• [Stored records]
:::::

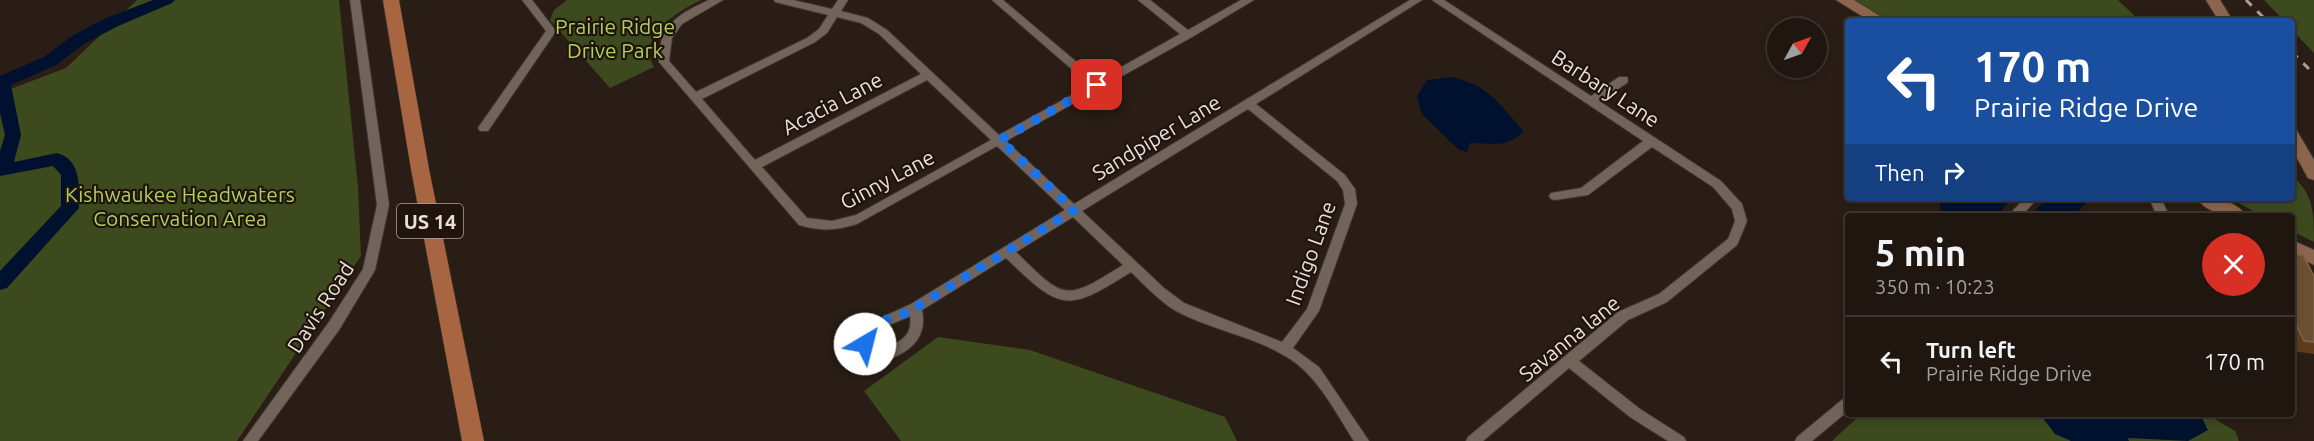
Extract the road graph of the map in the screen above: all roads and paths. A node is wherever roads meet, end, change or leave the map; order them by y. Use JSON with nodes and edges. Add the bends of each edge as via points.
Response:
{"nodes":[{"id":1,"x":355,"y":0,"type":"edge"},
{"id":2,"x":391,"y":0,"type":"edge"},
{"id":3,"x":527,"y":0,"type":"edge"},
{"id":4,"x":718,"y":0,"type":"edge"},
{"id":5,"x":779,"y":0,"type":"edge"},
{"id":6,"x":843,"y":0,"type":"edge"},
{"id":7,"x":997,"y":0,"type":"edge"},
{"id":8,"x":1143,"y":0,"type":"edge"},
{"id":9,"x":1249,"y":0,"type":"edge"},
{"id":10,"x":1417,"y":0,"type":"edge"},
{"id":11,"x":1437,"y":0,"type":"edge"},
{"id":12,"x":1843,"y":0,"type":"edge"},
{"id":13,"x":2213,"y":0,"type":"edge"},
{"id":14,"x":835,"y":13,"type":"junction"},
{"id":15,"x":1876,"y":18,"type":"edge"},
{"id":16,"x":2224,"y":18,"type":"edge"},
{"id":17,"x":1188,"y":35,"type":"junction"},
{"id":18,"x":929,"y":74,"type":"junction"},
{"id":19,"x":1623,"y":80,"type":"dead end"},
{"id":20,"x":1097,"y":85,"type":"junction"},
{"id":21,"x":694,"y":98,"type":"junction"},
{"id":22,"x":1591,"y":101,"type":"junction"},
{"id":23,"x":1248,"y":103,"type":"junction"},
{"id":24,"x":484,"y":128,"type":"dead end"},
{"id":25,"x":1000,"y":140,"type":"junction"},
{"id":26,"x":2295,"y":140,"type":"edge"},
{"id":27,"x":1651,"y":141,"type":"junction"},
{"id":28,"x":753,"y":166,"type":"junction"},
{"id":29,"x":2314,"y":174,"type":"edge"},
{"id":30,"x":1555,"y":196,"type":"dead end"},
{"id":31,"x":2029,"y":201,"type":"edge"},
{"id":32,"x":2210,"y":201,"type":"edge"},
{"id":33,"x":1074,"y":210,"type":"junction"},
{"id":34,"x":2017,"y":213,"type":"edge"},
{"id":35,"x":2232,"y":213,"type":"edge"},
{"id":36,"x":1741,"y":220,"type":"joint"},
{"id":37,"x":2295,"y":248,"type":"edge"},
{"id":38,"x":1007,"y":251,"type":"junction"},
{"id":39,"x":2314,"y":258,"type":"edge"},
{"id":40,"x":1132,"y":265,"type":"junction"},
{"id":41,"x":915,"y":308,"type":"dead end"},
{"id":42,"x":1284,"y":349,"type":"junction"},
{"id":43,"x":1571,"y":362,"type":"junction"},
{"id":44,"x":1845,"y":405,"type":"edge"},
{"id":45,"x":250,"y":441,"type":"edge"},
{"id":46,"x":473,"y":441,"type":"edge"},
{"id":47,"x":1362,"y":441,"type":"edge"},
{"id":48,"x":1473,"y":441,"type":"edge"},
{"id":49,"x":1679,"y":441,"type":"edge"},
{"id":50,"x":1802,"y":441,"type":"edge"}],
"edges":[{"from":1,"to":45,"type":"street","name":"Davis Road","via":[[383,205],[369,270],[334,326]]},
{"from":2,"to":46,"type":"main road","number":"US 14"},
{"from":3,"to":24,"type":"street","via":[[551,31]]},
{"from":4,"to":21,"type":"street","name":"Ginny Lane","via":[[676,23],[662,48],[664,62]]},
{"from":5,"to":14,"type":"street"},
{"from":6,"to":14,"type":"street"},
{"from":7,"to":20,"type":"street"},
{"from":8,"to":17,"type":"street"},
{"from":9,"to":17,"type":"street","name":"Ginny Lane"},
{"from":10,"to":23,"type":"street","name":"Sandpiper Lane"},
{"from":11,"to":22,"type":"street","name":"Barbary Lane"},
{"from":12,"to":15,"type":"street"},
{"from":13,"to":16,"type":"street"},
{"from":14,"to":18,"type":"street","via":[[864,20],[883,32]]},
{"from":14,"to":21,"type":"street","via":[[811,40]]},
{"from":17,"to":20,"type":"street","name":"Ginny Lane"},
{"from":18,"to":25,"type":"street"},
{"from":18,"to":28,"type":"street","name":"Acacia Lane"},
{"from":19,"to":22,"type":"street"},
{"from":20,"to":25,"type":"street","name":"Ginny Lane"},
{"from":21,"to":28,"type":"street","name":"Ginny Lane"},
{"from":22,"to":27,"type":"street","name":"Barbary Lane"},
{"from":23,"to":33,"type":"street","name":"Sandpiper Lane"},
{"from":23,"to":42,"type":"street","name":"Indigo Lane","via":[[1341,178],[1349,189],[1351,204],[1313,311]]},
{"from":25,"to":28,"type":"street","name":"Ginny Lane","via":[[860,218],[826,228],[803,222]]},
{"from":25,"to":33,"type":"street"},
{"from":26,"to":29,"type":"street"},
{"from":27,"to":30,"type":"street","via":[[1584,192]]},
{"from":27,"to":36,"type":"street","name":"Barbary Lane","via":[[1717,184],[1738,207]]},
{"from":31,"to":34,"type":"street"},
{"from":32,"to":35,"type":"street"},
{"from":33,"to":38,"type":"street","name":"Sandpiper Lane"},
{"from":33,"to":40,"type":"street"},
{"from":36,"to":43,"type":"street","name":"Savanna lane","via":[[1734,242],[1663,298],[1623,316]]},
{"from":37,"to":39,"type":"street"},
{"from":38,"to":40,"type":"street","via":[[1047,289],[1070,298],[1083,296]]},
{"from":38,"to":41,"type":"street","name":"Sandpiper Lane"},
{"from":40,"to":42,"type":"street","via":[[1180,307]]},
{"from":42,"to":47,"type":"street","via":[[1314,371]]},
{"from":43,"to":48,"type":"street","name":"Savanna lane"},
{"from":43,"to":49,"type":"street","via":[[1635,413]]},
{"from":44,"to":50,"type":"street"}]}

:::::

• [The problem] Scan the records above for the string "Ginny", then select every line that holds it.

• [Output below]
{"from":4,"to":21,"type":"street","name":"Ginny Lane","via":[[676,23],[662,48],[664,62]]},
{"from":9,"to":17,"type":"street","name":"Ginny Lane"},
{"from":17,"to":20,"type":"street","name":"Ginny Lane"},
{"from":20,"to":25,"type":"street","name":"Ginny Lane"},
{"from":21,"to":28,"type":"street","name":"Ginny Lane"},
{"from":25,"to":28,"type":"street","name":"Ginny Lane","via":[[860,218],[826,228],[803,222]]},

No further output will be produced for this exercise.